> **THE TASK**
From the entries below, copy each line in which the word "山本伊丹線" occurs.

[Items listed in a dataset]
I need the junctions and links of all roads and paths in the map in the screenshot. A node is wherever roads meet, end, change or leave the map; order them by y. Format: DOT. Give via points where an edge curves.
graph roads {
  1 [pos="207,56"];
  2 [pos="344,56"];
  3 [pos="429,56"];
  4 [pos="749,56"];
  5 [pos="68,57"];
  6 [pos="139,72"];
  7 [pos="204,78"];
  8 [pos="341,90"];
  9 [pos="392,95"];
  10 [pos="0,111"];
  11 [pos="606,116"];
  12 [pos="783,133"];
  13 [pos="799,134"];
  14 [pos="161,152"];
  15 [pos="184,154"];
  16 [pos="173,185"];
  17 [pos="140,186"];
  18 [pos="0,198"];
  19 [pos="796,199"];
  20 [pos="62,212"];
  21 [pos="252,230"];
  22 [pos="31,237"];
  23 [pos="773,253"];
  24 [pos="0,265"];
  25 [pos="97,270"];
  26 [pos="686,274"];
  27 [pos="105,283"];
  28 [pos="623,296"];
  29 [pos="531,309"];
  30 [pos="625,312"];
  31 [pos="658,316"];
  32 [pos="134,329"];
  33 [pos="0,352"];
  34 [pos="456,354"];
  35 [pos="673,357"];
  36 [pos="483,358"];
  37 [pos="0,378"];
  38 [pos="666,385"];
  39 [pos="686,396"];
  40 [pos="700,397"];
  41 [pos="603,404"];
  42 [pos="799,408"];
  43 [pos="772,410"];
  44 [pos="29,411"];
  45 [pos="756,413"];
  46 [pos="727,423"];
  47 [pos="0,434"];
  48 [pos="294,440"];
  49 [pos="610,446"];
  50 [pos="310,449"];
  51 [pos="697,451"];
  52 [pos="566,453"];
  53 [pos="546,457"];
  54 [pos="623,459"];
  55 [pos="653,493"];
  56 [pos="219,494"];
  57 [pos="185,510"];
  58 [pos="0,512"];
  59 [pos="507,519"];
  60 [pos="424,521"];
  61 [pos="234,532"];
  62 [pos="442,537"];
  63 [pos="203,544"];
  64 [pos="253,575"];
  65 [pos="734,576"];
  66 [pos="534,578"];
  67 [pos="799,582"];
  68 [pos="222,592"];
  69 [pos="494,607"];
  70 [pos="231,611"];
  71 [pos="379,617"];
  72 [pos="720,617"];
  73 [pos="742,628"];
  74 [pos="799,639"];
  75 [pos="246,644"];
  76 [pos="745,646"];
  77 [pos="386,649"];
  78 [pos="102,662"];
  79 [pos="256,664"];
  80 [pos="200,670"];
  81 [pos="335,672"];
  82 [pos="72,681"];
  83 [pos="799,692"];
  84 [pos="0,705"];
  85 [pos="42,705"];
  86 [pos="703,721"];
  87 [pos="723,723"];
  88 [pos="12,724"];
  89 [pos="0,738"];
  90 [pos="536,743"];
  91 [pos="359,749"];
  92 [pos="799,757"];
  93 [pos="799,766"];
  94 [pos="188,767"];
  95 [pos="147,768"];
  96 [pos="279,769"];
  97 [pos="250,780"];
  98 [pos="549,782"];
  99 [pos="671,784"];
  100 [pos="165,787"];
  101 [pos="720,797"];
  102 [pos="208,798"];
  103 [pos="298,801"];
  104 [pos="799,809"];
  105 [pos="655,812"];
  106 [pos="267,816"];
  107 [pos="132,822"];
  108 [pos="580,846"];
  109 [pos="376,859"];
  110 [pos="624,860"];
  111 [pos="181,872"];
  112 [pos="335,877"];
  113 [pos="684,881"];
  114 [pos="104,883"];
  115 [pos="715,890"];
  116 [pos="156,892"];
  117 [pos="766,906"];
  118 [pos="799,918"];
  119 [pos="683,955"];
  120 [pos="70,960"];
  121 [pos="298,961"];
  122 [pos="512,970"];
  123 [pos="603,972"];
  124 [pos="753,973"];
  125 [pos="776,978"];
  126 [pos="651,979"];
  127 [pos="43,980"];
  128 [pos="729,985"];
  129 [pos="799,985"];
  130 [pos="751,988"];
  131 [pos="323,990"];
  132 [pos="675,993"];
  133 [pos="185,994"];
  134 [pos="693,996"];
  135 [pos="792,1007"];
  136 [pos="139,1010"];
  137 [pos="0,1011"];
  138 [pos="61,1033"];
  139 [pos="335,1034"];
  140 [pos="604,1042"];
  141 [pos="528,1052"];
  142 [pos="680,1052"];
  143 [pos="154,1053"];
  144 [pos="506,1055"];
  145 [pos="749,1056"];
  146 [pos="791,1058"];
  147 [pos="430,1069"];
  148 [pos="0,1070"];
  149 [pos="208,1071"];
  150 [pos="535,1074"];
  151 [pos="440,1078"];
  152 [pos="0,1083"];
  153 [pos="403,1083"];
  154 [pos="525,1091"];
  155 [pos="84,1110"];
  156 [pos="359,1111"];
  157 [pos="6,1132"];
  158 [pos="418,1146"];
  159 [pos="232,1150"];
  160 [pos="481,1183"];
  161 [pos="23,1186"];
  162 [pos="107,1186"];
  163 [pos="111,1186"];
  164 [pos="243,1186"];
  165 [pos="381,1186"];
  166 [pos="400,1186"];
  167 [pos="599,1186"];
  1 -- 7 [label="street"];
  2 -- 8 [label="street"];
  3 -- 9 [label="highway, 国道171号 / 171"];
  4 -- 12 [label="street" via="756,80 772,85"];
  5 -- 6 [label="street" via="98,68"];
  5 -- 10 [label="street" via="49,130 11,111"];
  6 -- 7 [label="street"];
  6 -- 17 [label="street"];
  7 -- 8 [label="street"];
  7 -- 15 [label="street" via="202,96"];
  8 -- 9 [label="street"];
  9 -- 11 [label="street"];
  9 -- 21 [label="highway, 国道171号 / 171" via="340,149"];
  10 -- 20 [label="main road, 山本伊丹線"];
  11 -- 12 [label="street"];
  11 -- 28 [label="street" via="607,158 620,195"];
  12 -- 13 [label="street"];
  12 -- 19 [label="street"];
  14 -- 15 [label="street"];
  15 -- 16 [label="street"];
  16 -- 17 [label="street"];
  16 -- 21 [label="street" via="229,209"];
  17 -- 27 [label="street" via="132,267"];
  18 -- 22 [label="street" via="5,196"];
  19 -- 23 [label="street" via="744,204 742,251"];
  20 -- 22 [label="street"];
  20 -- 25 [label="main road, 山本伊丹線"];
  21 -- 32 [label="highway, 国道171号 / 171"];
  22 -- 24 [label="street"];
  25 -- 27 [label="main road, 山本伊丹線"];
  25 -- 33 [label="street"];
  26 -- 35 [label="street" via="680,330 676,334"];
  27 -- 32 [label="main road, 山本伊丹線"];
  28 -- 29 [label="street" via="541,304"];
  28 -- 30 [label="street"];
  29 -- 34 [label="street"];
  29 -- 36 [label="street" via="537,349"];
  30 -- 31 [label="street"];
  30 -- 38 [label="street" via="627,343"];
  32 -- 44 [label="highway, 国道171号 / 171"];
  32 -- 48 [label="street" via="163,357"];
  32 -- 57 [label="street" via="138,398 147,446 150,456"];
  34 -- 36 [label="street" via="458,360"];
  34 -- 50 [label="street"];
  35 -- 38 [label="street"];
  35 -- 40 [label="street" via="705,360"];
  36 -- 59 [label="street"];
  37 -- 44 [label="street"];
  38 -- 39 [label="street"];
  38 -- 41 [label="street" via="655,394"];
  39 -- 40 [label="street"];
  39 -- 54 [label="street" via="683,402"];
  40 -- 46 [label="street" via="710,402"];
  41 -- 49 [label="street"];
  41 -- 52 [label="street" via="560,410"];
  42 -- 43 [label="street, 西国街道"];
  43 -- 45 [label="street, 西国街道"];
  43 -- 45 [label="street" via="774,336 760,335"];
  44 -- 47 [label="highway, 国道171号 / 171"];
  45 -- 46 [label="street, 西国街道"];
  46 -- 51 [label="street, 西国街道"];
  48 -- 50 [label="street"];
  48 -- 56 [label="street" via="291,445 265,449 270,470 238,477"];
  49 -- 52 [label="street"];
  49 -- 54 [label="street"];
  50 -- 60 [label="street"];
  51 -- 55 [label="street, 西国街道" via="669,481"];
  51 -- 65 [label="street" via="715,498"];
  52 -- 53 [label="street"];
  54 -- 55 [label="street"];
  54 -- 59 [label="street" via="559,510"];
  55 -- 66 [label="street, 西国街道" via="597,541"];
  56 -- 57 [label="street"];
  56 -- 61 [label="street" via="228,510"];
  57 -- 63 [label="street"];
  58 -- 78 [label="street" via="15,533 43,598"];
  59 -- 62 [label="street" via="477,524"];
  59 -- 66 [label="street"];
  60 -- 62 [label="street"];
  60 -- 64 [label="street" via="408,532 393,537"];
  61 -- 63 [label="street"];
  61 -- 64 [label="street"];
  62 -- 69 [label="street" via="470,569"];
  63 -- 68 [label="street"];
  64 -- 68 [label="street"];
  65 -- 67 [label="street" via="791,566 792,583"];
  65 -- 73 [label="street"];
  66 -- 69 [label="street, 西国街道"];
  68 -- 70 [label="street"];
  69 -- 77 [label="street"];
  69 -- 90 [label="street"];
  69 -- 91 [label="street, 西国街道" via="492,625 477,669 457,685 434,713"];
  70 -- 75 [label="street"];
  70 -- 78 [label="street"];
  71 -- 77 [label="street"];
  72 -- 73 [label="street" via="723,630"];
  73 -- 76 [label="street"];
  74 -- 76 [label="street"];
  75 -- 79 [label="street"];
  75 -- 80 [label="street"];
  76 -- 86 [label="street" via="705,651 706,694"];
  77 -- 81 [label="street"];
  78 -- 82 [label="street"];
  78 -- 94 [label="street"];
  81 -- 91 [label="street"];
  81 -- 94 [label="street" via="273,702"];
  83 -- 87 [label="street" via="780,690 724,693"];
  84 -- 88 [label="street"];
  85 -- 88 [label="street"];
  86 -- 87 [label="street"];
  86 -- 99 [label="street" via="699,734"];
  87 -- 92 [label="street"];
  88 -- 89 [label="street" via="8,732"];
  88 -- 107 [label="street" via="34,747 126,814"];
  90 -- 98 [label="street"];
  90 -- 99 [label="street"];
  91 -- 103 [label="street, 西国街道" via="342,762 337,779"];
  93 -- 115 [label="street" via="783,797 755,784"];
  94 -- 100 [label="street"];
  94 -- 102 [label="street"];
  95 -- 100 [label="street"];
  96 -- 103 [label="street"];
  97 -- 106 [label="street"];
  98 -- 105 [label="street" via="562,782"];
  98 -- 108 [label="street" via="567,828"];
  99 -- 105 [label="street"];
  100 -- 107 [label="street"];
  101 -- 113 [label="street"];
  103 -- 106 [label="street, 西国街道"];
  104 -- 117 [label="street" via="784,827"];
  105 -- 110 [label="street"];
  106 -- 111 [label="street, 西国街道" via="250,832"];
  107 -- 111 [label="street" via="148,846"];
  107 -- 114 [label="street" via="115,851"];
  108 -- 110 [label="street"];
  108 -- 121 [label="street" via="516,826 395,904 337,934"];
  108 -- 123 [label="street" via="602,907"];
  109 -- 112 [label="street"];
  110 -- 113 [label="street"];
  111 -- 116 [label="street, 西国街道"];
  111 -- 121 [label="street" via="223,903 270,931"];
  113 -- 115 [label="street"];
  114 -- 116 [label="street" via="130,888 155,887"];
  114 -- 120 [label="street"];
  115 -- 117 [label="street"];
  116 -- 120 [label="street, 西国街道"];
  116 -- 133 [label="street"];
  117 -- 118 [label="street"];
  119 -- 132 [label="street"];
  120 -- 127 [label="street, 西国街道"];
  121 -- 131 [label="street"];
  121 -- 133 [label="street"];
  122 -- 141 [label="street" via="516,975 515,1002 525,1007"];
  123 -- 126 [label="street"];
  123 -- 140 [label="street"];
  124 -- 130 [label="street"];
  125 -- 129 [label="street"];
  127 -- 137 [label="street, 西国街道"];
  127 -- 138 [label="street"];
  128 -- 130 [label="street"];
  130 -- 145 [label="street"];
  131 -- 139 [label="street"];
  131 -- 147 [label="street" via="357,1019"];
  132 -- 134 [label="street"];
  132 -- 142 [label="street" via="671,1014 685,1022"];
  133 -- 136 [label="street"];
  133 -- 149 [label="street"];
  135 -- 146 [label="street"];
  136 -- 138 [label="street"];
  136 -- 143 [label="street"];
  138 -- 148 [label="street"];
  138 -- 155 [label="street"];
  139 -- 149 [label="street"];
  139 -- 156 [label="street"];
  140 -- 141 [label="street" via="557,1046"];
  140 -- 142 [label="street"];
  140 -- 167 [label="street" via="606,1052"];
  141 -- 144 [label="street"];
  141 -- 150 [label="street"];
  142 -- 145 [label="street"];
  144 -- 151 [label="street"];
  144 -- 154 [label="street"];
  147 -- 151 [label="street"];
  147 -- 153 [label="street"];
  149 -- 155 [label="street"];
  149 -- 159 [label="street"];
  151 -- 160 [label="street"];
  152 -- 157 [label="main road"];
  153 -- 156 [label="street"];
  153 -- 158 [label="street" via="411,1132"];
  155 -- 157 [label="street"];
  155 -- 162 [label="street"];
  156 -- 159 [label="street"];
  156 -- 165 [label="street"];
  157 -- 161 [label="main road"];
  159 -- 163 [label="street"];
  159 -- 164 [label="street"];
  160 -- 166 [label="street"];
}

> **RESULT OF THE TASK**
  10 -- 20 [label="main road, 山本伊丹線"];
  20 -- 25 [label="main road, 山本伊丹線"];
  25 -- 27 [label="main road, 山本伊丹線"];
  27 -- 32 [label="main road, 山本伊丹線"];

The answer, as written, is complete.